Colyer said the main objective of the TBRC is to verify and document the species so it can be officially recognized by governmental entities as well as mainstream science. “The main goal of the organization is to document what we believe is a very rare, but very real species of primate,” he said. “Based on credible eye-witness accounts — of which we have close to 300 in our database, our own accounts — which include visual encounters and trace evidence — tracks, hair, also based on ecological patterns that you can discern from analyzing those reports, we believe there is a real species out there.”
Colyer describes the creature as something like a large, upright great ape. “That’s what we think this thing is. Most of the data seems to indicate this is a rare, undocumented, bi-pedal great ape. A lot of the behavior that has been attributed to Sasquatch has been documented as being great ape behavior such as threat and intimidation displays, carrying off hogs,” he said.“ For the longest time hunters would report seeing a Bigfoot carry off a wild hog. A farmer once reported a Bigfoot stealing a 200-pound pig from its pen.
“If a 4-foot chimpanzee can carry off a 40- or 50-pound hog, surely a 7-foot, unknown great ape can carry off a 200-pound pig?
“There have been reports of Sasquatch fishing and using sticks to spear fish and we have documented reports of orangutans stick fishing. We underestimate how intelligent the great apes are.”
Colyer said Sasquatch is likely a descendant of the ancient, giant primate Gigantopithecus.
“There is a precedent for a large [possibly] bi-pedal great ape in the fossil record at least the size of what people call the sasquatch, Gigantopithecus, that existed up to about 200,000 years ago,” he said.
“Fossils have been found in Asia. Some people say that no fossils of it have been found in North America and that is true. But we have found fossils of animals that were contemporary with Gigantopithicus, like the red panda, thought only to have been in Asia. But now we have fossils of it in North America, too. If it was possible for the red panda to cross over to North America then it was probably possible for other species like Gigantopithecus. When you take all the data into account then the idea suddenly becomes a lot more plausible.
“Obviously, if it’s a real species that has remained at large and undocumented all this time, it has to be extremely intelligent — at least as intelligent as orangutans and chimps,” he said. “We think it’s nocturnal which is going to make it even more difficult to track, and we think it’s rare—which will make it even more difficult. So you have got your work cut out for you if you want to find one.
“I would say they are about as smart as orangutans, stealthy as cougars, rare as jaguarundis and have the brawn of a gorilla. I’m not ascribing supernatural qualities to it.

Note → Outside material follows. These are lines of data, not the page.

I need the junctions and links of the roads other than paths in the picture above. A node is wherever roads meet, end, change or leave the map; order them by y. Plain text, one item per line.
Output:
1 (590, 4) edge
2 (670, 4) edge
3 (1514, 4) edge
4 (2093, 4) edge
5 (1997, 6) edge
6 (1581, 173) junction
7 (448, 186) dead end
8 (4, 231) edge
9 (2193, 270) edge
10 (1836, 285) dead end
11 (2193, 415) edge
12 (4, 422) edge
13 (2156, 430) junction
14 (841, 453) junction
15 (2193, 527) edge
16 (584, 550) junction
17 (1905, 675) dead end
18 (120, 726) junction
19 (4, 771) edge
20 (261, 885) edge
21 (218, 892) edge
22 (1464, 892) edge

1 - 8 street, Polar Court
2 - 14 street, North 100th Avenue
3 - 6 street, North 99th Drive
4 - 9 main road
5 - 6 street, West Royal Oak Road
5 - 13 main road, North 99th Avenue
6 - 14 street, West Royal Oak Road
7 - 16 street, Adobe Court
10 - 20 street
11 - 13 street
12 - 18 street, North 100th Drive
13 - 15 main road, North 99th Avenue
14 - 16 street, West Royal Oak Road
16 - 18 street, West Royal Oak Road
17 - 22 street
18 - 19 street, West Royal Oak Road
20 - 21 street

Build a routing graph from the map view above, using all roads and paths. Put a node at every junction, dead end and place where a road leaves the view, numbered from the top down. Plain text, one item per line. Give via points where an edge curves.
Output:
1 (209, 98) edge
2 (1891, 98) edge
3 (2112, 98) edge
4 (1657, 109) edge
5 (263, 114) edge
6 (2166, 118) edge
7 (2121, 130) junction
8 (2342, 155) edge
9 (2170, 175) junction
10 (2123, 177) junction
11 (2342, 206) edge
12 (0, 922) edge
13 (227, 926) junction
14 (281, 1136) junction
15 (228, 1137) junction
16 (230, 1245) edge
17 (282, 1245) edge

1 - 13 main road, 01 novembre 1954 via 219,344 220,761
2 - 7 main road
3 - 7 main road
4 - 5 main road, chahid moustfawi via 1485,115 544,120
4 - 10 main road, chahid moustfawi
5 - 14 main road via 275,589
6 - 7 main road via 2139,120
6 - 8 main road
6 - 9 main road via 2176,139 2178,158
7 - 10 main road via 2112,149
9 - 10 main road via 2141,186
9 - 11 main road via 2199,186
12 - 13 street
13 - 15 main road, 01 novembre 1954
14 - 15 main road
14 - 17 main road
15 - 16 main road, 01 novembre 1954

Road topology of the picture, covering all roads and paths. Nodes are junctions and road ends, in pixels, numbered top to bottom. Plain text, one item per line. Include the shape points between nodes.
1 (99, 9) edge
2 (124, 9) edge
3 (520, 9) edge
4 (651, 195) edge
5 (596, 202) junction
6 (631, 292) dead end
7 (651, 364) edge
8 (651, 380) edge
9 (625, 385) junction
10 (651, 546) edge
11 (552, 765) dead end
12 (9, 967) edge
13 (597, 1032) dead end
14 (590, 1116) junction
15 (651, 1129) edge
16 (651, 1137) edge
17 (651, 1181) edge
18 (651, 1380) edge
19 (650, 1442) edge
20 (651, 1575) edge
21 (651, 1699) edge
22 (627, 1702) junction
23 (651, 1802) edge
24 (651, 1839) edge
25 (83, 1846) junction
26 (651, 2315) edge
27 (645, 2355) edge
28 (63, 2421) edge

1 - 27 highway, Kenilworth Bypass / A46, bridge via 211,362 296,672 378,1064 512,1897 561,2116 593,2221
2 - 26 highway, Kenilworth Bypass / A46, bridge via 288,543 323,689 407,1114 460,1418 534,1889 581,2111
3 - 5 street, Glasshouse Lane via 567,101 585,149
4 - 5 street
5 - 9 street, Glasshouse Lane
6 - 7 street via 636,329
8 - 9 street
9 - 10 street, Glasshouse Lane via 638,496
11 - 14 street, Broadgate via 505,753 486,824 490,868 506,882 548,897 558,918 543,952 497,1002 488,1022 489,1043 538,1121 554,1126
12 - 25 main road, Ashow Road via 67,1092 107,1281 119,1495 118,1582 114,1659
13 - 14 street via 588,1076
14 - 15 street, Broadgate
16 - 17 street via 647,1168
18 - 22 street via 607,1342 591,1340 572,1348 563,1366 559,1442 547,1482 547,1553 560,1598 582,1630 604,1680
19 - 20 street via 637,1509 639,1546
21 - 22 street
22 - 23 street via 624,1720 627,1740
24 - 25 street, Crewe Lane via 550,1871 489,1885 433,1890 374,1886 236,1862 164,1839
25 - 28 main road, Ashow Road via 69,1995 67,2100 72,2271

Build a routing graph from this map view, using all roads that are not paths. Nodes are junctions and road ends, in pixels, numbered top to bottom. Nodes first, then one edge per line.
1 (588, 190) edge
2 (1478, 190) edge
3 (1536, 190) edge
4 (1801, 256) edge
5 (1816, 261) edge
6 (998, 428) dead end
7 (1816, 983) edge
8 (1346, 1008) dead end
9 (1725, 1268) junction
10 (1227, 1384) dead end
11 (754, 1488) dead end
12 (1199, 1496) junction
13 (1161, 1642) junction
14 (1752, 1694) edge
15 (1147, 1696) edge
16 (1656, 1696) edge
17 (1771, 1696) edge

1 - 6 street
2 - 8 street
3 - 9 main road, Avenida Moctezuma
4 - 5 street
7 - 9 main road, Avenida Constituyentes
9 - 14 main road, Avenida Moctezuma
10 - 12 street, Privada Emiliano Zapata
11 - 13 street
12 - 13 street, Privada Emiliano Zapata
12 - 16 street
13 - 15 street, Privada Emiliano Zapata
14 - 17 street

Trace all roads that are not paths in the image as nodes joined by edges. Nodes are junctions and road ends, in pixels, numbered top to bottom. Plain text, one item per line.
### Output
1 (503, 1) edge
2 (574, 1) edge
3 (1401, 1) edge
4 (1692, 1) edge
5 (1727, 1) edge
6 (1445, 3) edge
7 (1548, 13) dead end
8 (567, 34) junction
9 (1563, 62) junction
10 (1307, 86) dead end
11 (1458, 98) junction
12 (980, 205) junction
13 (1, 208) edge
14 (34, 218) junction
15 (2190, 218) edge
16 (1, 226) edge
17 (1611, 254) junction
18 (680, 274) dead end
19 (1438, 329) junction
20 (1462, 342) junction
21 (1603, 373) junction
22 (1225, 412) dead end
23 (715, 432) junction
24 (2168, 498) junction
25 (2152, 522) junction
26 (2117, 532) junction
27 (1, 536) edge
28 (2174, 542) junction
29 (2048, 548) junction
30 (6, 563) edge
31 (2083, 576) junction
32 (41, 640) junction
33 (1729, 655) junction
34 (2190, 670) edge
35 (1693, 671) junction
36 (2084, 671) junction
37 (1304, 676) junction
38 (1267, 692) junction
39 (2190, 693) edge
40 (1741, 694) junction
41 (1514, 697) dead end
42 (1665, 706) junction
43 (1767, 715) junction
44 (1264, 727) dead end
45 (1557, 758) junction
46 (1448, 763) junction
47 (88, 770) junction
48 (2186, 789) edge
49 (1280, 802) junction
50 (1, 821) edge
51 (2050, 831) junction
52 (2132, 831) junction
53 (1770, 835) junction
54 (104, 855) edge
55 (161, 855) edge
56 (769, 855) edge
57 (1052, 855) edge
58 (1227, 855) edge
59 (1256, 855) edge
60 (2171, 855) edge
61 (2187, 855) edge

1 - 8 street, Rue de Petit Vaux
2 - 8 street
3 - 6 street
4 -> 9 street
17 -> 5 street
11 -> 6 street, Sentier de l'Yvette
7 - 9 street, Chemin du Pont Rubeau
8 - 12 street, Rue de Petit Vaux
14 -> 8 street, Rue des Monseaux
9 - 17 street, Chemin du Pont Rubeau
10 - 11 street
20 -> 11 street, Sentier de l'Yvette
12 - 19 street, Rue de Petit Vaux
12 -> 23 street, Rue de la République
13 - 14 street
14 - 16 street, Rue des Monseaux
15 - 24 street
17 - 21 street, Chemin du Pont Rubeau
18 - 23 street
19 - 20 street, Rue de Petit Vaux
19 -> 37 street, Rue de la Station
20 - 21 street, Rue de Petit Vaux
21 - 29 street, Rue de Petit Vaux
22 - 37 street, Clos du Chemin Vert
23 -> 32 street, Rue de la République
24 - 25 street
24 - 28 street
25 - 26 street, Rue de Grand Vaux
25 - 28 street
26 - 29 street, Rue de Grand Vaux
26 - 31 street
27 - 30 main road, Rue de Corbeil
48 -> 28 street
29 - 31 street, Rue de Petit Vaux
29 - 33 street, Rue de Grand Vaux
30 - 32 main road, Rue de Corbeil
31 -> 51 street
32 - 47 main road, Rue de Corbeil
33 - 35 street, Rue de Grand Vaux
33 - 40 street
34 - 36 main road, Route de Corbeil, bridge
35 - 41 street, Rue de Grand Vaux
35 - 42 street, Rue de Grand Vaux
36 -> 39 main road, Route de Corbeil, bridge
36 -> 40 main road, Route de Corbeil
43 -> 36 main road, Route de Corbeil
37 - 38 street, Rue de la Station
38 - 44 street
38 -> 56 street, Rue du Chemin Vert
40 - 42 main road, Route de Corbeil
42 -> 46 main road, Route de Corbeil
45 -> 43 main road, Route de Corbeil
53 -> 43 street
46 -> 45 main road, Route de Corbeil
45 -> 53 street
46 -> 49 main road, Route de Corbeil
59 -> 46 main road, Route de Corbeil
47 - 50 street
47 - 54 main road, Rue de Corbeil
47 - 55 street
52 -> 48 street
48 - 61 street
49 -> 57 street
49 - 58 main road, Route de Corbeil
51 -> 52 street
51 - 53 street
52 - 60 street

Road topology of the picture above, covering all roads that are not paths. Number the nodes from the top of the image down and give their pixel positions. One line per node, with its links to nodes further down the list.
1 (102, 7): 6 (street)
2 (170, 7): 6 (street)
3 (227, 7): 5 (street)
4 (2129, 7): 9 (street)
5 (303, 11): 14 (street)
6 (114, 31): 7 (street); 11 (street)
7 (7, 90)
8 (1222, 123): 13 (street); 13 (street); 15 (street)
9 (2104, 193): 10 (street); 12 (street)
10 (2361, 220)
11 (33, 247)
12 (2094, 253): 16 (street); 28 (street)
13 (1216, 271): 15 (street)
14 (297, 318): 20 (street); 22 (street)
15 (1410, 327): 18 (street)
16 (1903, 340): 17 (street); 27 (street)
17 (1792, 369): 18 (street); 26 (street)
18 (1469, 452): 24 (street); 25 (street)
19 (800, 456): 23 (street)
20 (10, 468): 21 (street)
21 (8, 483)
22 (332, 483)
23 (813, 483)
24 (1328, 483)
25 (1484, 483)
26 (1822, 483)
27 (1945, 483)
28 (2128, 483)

I’m just saying that if it’s a real animal it’s pretty unique. If it’s that large and has remained at large this whole time then it has got to be pretty sharp.”
Colyer said the environmental conditions in East Texas share a common thread with other areas that receive numerous Bigfoot sightings.
“There are two areas that we are really focused on right now,” he said, “Southeast Texas, Southeastern Oklahoma and Southwestern Arkansas—the Washita Mountains, which extends from Arkansas and into Oklahoma, and we are also focused on what we call the ‘Primitive Big Thicket’ which includes Big Thicket National preserve and Sam Houston National Forest up to the Davy Crockett National Forest area. Those are the most prolific areas in terms of reported encounters.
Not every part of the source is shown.